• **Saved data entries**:
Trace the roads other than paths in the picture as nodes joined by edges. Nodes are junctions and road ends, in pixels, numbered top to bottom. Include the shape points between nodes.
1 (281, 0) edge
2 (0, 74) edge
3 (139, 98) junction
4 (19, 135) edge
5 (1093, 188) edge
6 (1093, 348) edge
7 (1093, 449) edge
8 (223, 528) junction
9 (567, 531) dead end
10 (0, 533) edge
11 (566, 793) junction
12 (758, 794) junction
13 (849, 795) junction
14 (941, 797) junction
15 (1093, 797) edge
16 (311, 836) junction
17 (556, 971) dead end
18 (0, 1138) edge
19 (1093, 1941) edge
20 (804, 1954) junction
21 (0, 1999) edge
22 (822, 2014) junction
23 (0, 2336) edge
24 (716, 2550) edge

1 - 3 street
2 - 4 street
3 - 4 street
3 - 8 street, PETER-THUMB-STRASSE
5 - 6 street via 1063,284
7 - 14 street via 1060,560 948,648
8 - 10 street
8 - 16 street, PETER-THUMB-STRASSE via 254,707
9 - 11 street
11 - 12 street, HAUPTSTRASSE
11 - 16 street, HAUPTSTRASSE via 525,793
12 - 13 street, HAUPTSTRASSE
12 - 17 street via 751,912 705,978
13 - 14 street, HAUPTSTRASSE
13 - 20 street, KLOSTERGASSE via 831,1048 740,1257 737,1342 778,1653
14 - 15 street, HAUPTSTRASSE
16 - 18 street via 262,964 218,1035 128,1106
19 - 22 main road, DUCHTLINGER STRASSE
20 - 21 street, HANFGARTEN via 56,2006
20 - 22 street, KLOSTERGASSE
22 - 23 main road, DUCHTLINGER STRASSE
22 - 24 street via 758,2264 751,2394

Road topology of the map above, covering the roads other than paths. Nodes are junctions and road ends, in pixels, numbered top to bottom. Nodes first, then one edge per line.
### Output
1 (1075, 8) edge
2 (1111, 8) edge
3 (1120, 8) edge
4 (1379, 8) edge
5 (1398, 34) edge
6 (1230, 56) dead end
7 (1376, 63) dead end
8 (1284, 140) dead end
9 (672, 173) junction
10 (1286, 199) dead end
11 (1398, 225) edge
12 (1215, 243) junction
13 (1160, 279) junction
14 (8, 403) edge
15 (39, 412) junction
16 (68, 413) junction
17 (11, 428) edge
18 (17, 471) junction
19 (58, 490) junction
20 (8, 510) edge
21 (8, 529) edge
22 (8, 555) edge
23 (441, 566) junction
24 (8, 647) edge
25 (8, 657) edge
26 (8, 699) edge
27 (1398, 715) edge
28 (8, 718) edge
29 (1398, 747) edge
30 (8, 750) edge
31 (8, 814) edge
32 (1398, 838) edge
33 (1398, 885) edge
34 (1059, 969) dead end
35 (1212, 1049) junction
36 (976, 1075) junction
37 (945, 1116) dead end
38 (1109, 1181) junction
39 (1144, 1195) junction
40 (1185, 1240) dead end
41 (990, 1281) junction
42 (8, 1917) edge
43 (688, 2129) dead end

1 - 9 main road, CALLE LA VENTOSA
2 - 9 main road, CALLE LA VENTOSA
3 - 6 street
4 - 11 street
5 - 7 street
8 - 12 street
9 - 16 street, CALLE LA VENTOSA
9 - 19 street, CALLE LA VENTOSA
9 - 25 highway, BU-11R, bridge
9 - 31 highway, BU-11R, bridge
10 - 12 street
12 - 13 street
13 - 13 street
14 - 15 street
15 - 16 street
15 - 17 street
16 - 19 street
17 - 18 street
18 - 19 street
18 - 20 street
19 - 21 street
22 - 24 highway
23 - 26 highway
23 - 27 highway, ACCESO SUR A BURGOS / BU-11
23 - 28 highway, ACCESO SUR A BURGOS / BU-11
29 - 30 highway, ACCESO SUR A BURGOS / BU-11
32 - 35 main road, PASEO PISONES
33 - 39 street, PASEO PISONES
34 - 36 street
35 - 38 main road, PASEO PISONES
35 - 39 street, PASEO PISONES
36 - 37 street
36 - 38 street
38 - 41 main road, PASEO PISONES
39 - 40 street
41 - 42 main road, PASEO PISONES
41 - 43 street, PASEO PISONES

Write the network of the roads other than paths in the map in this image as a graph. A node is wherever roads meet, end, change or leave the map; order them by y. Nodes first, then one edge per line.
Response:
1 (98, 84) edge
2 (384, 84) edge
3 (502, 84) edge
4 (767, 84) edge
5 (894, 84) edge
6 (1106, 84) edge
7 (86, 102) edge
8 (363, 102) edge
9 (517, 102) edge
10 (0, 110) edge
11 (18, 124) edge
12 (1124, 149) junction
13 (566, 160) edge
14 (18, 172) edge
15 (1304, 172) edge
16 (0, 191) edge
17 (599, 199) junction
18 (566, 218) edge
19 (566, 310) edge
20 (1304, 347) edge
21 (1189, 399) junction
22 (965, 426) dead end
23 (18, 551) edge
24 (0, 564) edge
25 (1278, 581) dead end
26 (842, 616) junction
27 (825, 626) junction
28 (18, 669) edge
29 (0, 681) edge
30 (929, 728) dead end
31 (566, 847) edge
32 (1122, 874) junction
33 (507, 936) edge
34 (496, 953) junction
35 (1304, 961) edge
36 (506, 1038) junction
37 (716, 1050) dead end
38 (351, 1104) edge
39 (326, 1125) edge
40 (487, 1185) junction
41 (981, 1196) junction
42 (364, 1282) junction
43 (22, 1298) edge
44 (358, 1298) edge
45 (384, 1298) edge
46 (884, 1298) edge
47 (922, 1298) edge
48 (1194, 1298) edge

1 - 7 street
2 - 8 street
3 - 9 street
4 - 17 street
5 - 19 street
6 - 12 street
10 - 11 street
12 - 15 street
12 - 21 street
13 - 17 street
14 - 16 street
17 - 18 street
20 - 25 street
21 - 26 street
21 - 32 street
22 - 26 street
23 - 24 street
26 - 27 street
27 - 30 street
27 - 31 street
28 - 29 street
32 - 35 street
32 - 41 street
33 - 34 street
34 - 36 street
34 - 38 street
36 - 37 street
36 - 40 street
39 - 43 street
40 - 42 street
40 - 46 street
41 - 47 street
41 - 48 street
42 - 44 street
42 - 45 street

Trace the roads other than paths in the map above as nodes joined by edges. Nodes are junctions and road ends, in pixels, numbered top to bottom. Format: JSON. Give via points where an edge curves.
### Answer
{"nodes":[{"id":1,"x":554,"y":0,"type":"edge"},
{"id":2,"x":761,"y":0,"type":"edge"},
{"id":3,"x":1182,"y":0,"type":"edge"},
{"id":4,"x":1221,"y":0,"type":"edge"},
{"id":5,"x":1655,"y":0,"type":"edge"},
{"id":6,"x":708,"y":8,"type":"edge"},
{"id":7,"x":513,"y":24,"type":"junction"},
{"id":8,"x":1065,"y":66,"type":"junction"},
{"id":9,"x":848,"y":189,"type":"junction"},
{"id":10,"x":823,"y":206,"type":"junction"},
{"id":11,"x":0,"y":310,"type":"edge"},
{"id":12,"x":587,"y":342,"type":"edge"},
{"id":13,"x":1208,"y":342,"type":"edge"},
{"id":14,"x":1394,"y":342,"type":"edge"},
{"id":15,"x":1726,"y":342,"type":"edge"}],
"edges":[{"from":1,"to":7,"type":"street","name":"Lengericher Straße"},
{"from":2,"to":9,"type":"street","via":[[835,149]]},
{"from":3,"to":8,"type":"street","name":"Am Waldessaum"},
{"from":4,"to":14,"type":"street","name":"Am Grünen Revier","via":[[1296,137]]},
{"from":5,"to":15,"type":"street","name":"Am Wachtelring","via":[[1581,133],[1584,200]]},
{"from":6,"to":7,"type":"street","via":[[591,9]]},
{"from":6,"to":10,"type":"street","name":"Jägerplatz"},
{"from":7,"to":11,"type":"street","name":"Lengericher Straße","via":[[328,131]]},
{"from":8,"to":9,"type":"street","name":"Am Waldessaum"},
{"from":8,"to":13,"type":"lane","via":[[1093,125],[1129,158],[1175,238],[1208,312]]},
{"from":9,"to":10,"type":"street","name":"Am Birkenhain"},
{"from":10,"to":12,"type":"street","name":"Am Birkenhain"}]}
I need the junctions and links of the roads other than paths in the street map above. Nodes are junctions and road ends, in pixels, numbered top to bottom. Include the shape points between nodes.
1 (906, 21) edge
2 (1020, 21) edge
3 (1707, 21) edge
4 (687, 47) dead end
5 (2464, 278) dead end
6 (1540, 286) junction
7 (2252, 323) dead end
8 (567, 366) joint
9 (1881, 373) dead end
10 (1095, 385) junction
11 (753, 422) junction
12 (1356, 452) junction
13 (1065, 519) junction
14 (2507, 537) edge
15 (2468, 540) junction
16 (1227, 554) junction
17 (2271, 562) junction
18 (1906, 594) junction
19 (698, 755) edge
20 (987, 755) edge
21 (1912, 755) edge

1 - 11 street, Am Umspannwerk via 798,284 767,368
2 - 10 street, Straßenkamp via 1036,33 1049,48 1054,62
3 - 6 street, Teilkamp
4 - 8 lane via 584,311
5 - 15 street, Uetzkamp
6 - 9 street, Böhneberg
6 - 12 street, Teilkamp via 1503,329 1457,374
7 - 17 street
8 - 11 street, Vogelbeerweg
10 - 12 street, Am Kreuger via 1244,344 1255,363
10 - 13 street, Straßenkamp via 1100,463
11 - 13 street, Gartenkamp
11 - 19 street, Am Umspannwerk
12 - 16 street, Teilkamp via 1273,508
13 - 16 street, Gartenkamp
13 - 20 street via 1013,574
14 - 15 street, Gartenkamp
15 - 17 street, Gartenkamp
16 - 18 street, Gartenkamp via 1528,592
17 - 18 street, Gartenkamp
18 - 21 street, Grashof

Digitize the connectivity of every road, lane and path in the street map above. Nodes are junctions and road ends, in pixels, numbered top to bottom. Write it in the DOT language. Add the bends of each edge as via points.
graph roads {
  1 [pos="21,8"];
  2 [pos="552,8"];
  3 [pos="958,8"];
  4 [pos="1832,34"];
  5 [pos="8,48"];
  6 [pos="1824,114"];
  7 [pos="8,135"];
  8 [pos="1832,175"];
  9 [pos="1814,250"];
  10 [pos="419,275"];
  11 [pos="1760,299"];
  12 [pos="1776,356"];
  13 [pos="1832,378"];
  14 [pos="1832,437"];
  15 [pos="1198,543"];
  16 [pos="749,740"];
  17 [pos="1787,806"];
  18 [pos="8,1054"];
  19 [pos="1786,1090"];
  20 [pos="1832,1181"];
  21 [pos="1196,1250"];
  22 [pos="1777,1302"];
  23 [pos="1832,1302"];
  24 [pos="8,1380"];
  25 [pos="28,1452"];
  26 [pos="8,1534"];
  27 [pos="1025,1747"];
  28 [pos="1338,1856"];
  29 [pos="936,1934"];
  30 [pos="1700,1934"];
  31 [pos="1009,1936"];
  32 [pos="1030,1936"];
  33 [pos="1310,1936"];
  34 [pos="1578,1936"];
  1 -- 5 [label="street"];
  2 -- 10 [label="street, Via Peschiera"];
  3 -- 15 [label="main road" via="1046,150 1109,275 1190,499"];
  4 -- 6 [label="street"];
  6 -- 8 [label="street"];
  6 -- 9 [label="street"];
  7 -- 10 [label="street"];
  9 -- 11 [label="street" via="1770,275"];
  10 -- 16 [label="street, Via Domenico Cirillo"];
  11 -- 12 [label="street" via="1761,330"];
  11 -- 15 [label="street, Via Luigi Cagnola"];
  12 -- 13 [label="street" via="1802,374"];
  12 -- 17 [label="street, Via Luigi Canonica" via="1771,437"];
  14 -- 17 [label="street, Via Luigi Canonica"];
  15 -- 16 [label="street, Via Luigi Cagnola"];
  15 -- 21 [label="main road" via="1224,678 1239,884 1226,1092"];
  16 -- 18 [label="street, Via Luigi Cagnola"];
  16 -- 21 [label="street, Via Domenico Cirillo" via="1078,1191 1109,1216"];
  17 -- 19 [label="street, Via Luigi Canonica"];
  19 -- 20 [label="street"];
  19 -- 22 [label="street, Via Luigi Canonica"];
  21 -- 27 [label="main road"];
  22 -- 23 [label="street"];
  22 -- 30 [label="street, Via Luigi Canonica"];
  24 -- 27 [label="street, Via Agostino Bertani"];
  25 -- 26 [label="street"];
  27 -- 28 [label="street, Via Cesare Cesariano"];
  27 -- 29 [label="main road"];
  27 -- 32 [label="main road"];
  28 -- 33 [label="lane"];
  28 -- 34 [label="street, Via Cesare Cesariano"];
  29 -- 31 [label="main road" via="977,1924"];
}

• **Exercise prompt**: Give back the entries above exactly as they are, from their first line through the line that contains "Road topology of", both included, with nothing else.

• **Solved exercise**:
Trace the roads other than paths in the picture as nodes joined by edges. Nodes are junctions and road ends, in pixels, numbered top to bottom. Include the shape points between nodes.
1 (281, 0) edge
2 (0, 74) edge
3 (139, 98) junction
4 (19, 135) edge
5 (1093, 188) edge
6 (1093, 348) edge
7 (1093, 449) edge
8 (223, 528) junction
9 (567, 531) dead end
10 (0, 533) edge
11 (566, 793) junction
12 (758, 794) junction
13 (849, 795) junction
14 (941, 797) junction
15 (1093, 797) edge
16 (311, 836) junction
17 (556, 971) dead end
18 (0, 1138) edge
19 (1093, 1941) edge
20 (804, 1954) junction
21 (0, 1999) edge
22 (822, 2014) junction
23 (0, 2336) edge
24 (716, 2550) edge

1 - 3 street
2 - 4 street
3 - 4 street
3 - 8 street, PETER-THUMB-STRASSE
5 - 6 street via 1063,284
7 - 14 street via 1060,560 948,648
8 - 10 street
8 - 16 street, PETER-THUMB-STRASSE via 254,707
9 - 11 street
11 - 12 street, HAUPTSTRASSE
11 - 16 street, HAUPTSTRASSE via 525,793
12 - 13 street, HAUPTSTRASSE
12 - 17 street via 751,912 705,978
13 - 14 street, HAUPTSTRASSE
13 - 20 street, KLOSTERGASSE via 831,1048 740,1257 737,1342 778,1653
14 - 15 street, HAUPTSTRASSE
16 - 18 street via 262,964 218,1035 128,1106
19 - 22 main road, DUCHTLINGER STRASSE
20 - 21 street, HANFGARTEN via 56,2006
20 - 22 street, KLOSTERGASSE
22 - 23 main road, DUCHTLINGER STRASSE
22 - 24 street via 758,2264 751,2394

Road topology of the map above, covering the roads other than paths. Nodes are junctions and road ends, in pixels, numbered top to bottom. Nodes first, then one edge per line.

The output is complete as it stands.